Bill Introduced to Require Warrant for Facial Recognition
Senators Chris Coons (D-DE) and Mike Lee (R-UT) have introduced legislation requiring federal law enforcement to obtain a court order before using facial recognition technology for public surveillance. Lawmakers have described the legislation as an attempt to balance privacy concerns with law enforcement efforts.
The Facial Recognition Technology Warrant Act of 2019 was introduced with the goal of creating “uniformity when it comes to how, when, and where the federal government deploys facial recognition technology,” Senator Coons’ office explained in a press release.
As the use of facial recognition grows throughout law enforcement systems, some groups such as the Massachusetts American Civil Liberties Union have called for a moratorium on its use until proper regulation can be put in place to ensure it is not misused.
“Facial recognition technology can be a powerful tool for law enforcement officials,” said Senator Lee in the aforementioned press release. “But it’s [sic] very power also makes it ripe for abuse. That is why American citizens deserve protection from facial recognition abuse.”
The lawmakers noted that an outright ban would undermine the technology’s legitimate use in law enforcement cases, making the country less safe and discouraging innovation. Alternatively, their bill would subject facial recognition to similar procedural guidelines as other investigative techniques.
According to a one pager provided by Senator Coons’ office, the legislation would require federal law enforcement to obtain a warrant based on probable cause of criminal activity in order to utilize facial recognition technology for a time period exceeding 72 hours. Allowance would be granted for a maximum of 30 days and law enforcement entities would be required to minimize the acquisition, retention, and dissemination of information gathered.
Facial recognition could be used without a warrant under exigent circumstances under the bill.

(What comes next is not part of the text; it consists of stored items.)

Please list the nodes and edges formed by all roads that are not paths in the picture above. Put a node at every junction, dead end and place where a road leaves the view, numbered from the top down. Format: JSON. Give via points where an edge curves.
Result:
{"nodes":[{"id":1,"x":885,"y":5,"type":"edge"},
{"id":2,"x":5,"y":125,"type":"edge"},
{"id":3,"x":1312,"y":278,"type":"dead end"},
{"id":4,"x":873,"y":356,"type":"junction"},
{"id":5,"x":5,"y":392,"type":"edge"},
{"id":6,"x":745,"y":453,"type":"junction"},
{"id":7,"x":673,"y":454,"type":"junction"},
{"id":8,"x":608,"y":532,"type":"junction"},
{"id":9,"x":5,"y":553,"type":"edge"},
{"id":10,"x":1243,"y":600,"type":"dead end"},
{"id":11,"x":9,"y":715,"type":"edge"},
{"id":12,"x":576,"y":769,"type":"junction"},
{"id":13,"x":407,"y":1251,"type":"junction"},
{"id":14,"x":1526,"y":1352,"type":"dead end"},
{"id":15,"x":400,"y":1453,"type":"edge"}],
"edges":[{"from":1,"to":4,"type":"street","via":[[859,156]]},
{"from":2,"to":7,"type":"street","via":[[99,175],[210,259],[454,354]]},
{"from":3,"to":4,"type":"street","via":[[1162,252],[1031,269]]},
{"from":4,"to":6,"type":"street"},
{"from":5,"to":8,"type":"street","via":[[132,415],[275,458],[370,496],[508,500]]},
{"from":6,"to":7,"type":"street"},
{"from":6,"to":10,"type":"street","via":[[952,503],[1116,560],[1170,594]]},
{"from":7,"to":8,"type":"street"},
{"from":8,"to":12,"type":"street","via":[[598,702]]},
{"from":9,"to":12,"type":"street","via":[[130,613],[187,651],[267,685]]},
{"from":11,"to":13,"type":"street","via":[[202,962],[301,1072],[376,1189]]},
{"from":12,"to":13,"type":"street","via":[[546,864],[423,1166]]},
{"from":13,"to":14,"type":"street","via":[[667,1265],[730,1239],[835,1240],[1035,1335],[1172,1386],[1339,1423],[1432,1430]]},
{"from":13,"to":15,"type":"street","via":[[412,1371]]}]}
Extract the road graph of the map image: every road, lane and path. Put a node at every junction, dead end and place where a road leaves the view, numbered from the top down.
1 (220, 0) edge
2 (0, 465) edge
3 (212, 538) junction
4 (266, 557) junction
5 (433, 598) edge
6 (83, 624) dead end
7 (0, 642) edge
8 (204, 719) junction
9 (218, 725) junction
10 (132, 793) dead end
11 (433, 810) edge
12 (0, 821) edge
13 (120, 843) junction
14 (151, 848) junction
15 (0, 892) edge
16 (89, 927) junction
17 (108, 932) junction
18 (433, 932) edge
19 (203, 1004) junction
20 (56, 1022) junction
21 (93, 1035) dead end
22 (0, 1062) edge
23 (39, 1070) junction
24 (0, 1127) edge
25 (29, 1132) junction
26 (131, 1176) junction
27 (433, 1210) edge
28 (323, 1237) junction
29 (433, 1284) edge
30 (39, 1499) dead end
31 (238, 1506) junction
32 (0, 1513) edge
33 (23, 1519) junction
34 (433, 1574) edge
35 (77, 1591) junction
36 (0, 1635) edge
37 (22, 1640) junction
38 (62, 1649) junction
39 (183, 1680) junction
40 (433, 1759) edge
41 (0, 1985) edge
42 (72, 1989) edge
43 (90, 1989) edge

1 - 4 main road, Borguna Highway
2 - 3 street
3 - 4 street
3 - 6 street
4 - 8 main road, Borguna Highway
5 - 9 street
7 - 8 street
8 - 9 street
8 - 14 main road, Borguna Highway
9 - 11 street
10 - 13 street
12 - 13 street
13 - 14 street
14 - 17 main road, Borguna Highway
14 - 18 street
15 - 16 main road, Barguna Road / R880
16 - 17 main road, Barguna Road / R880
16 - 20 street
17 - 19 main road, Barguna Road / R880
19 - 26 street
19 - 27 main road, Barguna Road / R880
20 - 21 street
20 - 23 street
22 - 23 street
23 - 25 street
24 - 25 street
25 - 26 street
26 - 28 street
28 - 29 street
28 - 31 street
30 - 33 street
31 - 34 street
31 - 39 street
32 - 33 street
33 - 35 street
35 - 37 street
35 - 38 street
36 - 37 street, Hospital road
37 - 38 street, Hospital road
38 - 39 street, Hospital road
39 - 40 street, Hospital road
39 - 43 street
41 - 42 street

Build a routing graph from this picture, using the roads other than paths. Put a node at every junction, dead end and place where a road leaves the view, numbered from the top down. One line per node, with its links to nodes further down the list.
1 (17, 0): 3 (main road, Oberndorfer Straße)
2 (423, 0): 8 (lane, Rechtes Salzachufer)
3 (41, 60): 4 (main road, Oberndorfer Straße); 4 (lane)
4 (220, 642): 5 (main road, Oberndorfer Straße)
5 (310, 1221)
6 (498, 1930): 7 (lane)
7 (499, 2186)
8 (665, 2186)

The bill also requires judges issuing a decision on a warrant to report the outcome of the warrant application to the Administrative Office of the United States Courts. The office must record the data and submit a report on the warrants to the Senate and House Judiciary Committees.
A principle concern of the Massachusetts ACLU is the technology’s impact on minority groups. In a letter to the state legislature, the group explained that facial recognition algorithms developed by prominent companies misidentified faces of darker skinned women up to 33 percent of the time.
Under the Coons-Lee bill, federal law enforcement agencies would be required to work with the National Institute of Standards and Technology (NIST) to establish testing systems to ensure the technology is accurate and does not have disparate error rates based on a person’s gender, age, or ethnicity.